------ RAW DATA
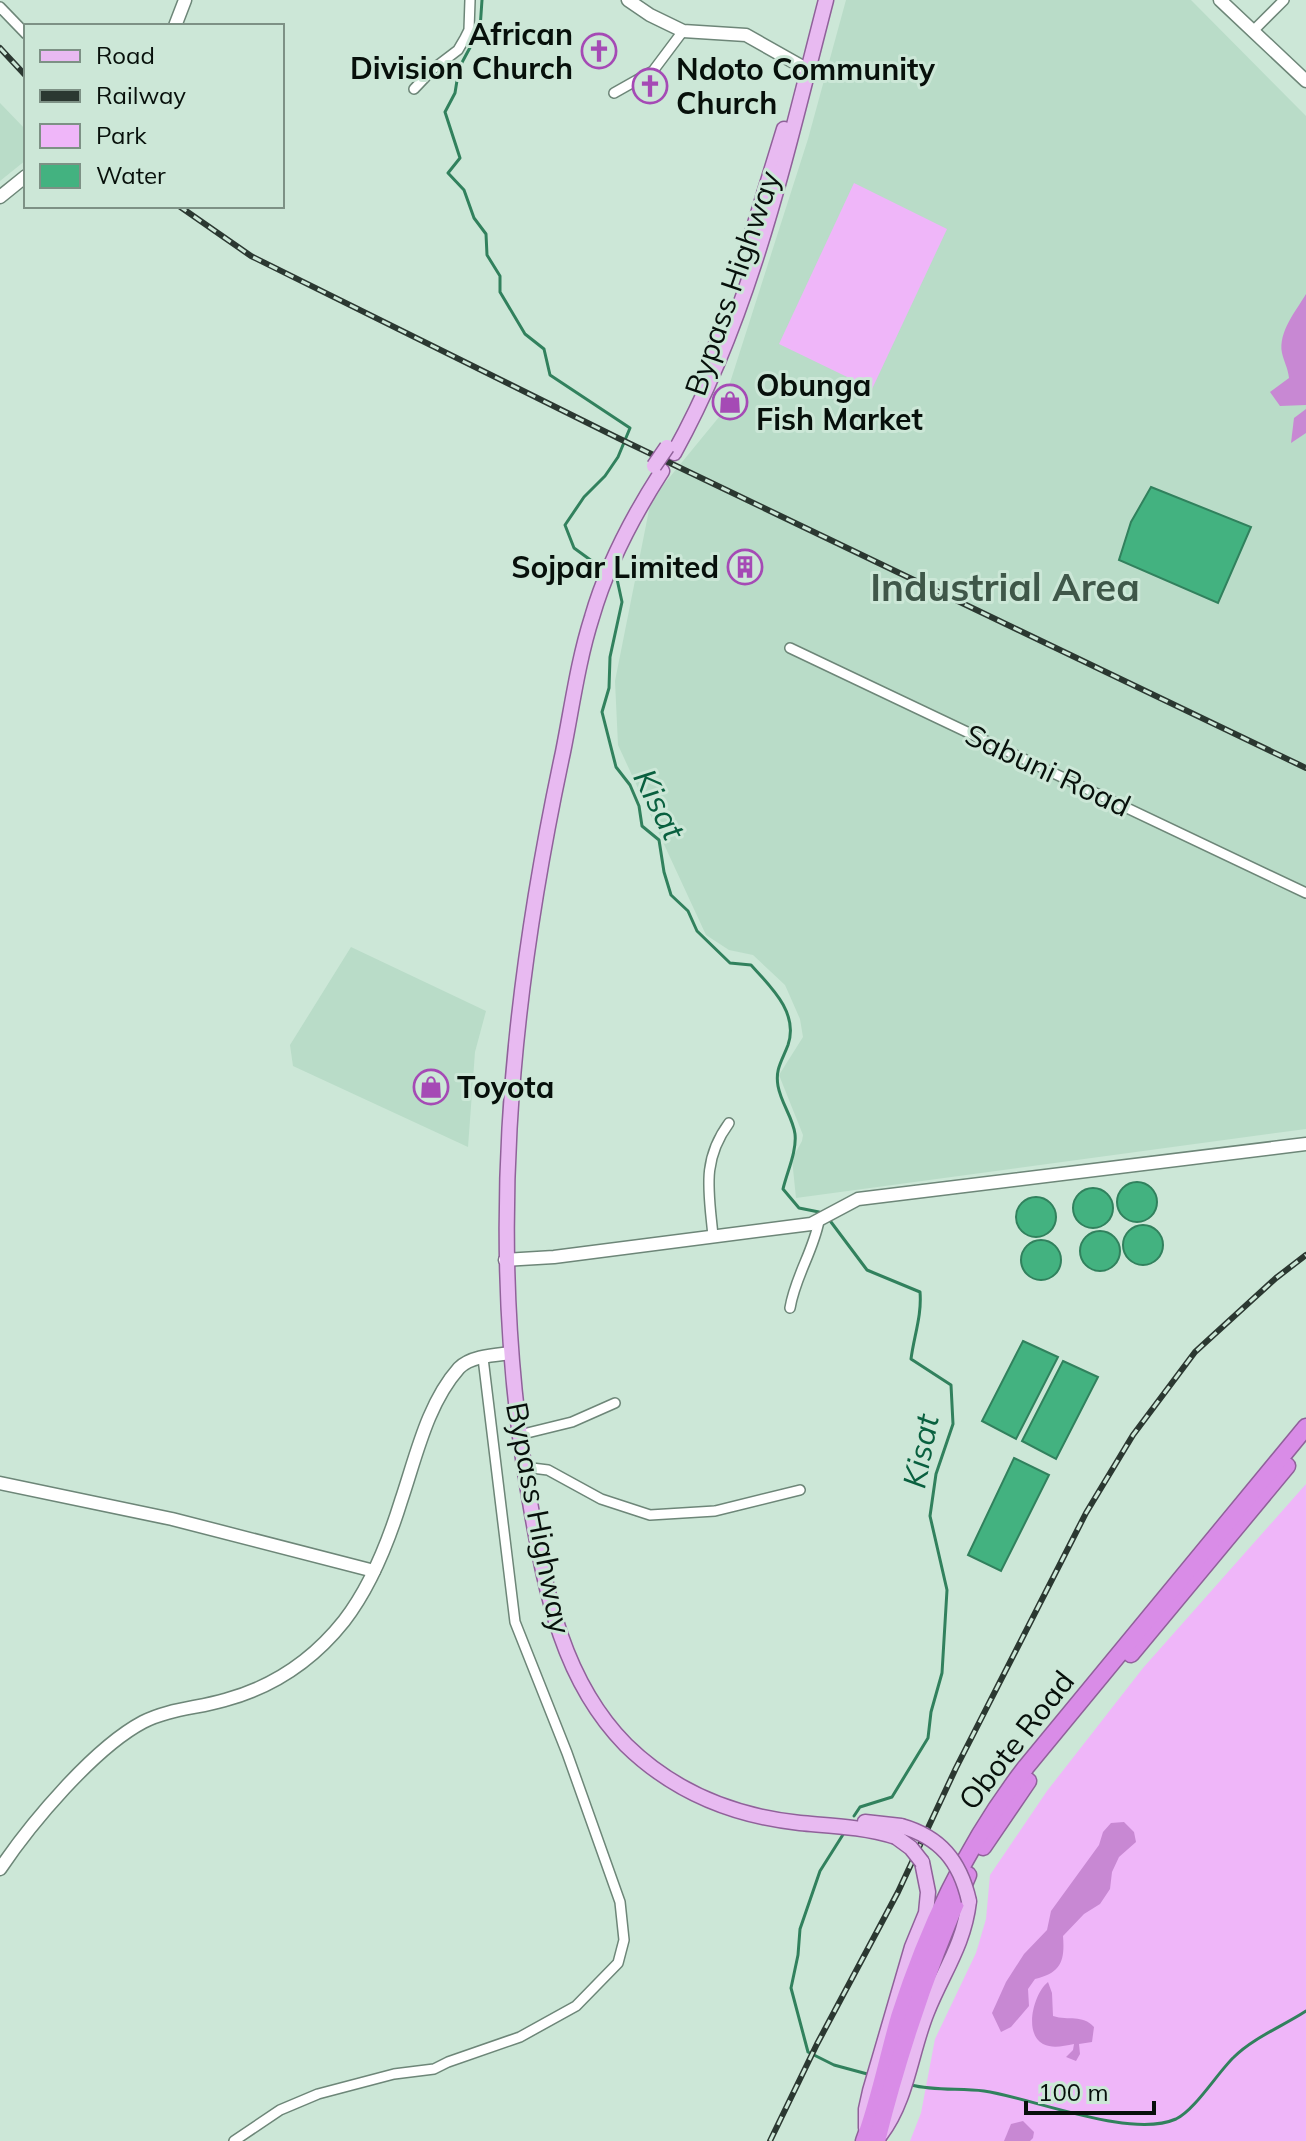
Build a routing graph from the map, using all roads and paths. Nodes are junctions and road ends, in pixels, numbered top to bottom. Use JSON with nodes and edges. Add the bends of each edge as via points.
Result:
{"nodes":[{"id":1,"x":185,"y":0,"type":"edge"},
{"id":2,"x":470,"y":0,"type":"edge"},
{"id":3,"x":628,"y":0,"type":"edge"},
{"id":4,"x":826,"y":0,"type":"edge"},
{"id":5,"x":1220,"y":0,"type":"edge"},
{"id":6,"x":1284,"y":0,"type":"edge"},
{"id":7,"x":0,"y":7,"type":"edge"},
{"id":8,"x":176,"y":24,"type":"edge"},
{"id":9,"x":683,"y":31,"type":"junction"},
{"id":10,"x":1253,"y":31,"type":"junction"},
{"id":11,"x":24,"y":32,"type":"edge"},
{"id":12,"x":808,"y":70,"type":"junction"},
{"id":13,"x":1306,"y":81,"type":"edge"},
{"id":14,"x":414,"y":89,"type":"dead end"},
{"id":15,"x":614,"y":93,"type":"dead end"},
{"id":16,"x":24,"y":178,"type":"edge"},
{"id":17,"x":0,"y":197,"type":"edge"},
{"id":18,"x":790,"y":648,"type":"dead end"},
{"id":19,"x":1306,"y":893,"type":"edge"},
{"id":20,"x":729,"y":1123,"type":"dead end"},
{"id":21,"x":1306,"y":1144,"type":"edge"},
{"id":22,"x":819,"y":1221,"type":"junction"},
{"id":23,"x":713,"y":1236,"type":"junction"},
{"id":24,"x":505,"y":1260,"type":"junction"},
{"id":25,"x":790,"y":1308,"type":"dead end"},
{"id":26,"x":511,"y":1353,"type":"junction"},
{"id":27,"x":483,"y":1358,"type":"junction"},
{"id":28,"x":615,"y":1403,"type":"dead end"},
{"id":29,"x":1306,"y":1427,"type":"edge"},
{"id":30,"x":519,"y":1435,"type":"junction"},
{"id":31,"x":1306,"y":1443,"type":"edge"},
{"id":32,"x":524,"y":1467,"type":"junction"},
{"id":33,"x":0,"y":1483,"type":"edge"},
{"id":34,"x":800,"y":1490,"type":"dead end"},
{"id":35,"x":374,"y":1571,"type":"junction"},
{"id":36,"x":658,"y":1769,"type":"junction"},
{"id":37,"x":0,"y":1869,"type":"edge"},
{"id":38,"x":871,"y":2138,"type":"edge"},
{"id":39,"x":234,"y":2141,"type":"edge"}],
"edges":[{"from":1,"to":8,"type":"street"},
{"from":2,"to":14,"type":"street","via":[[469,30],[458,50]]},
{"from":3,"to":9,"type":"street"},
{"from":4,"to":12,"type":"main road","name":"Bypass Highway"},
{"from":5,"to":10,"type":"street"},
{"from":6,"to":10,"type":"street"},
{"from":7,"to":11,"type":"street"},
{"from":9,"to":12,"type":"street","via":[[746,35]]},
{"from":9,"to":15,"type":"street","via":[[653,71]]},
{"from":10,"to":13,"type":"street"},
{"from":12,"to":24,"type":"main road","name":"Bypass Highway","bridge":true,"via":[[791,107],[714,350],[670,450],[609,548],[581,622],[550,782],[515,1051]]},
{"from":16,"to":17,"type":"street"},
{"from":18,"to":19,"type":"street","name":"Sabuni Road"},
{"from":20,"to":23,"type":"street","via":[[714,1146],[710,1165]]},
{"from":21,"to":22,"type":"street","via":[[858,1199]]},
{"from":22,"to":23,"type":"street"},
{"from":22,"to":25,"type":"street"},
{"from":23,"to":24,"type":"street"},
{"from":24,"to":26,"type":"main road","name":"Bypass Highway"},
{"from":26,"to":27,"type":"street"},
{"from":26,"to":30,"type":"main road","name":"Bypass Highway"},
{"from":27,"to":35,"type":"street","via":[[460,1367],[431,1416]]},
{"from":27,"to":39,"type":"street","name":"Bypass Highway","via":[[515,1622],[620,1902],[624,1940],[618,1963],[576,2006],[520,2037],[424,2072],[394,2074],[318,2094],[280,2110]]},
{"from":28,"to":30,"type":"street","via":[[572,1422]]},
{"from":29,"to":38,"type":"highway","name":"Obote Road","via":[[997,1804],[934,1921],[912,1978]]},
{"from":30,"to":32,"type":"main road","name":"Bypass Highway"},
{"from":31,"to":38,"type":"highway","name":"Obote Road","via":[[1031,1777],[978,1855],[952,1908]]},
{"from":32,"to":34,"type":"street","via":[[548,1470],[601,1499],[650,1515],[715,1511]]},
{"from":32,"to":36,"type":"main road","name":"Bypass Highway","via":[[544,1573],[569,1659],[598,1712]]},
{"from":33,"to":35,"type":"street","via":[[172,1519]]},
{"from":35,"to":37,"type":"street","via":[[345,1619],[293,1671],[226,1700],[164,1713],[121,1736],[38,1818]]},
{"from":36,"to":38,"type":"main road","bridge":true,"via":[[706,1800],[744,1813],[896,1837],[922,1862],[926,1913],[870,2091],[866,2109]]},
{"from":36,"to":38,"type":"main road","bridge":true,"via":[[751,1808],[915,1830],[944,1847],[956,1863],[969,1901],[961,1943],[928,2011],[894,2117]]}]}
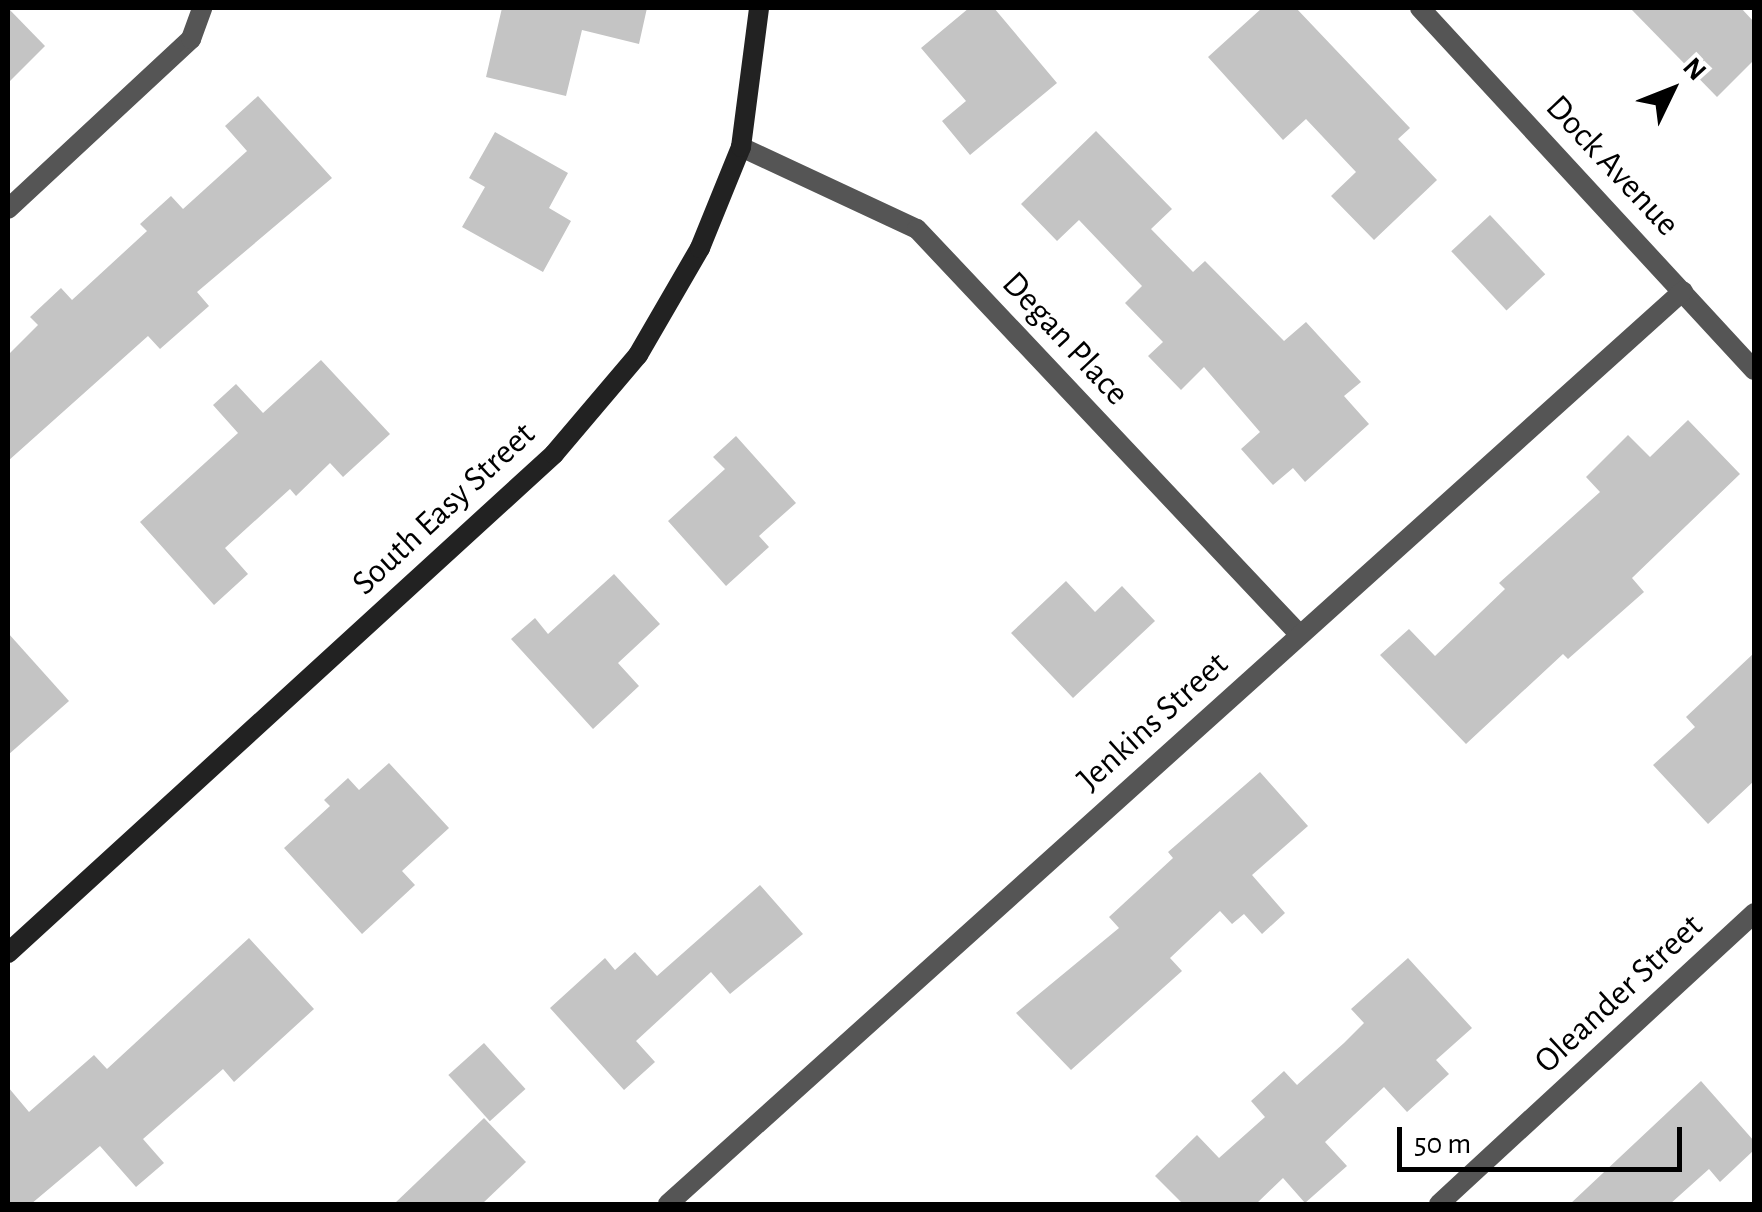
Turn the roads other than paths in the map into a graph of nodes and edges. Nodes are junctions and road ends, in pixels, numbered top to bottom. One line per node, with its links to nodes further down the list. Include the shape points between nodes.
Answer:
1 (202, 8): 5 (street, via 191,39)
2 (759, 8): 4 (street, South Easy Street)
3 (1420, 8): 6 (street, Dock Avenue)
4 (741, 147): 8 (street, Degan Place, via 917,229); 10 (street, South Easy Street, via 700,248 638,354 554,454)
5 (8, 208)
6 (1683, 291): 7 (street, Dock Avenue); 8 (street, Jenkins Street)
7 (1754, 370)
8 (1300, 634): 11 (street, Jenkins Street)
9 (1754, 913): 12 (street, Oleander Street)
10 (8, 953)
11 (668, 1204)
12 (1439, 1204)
------------
▶ **EXERCISE REQUIREMENTS**
Give only the number of lines in the data that include the string "Easy".

▶ **OUTPUT FOR THIS TASK**
2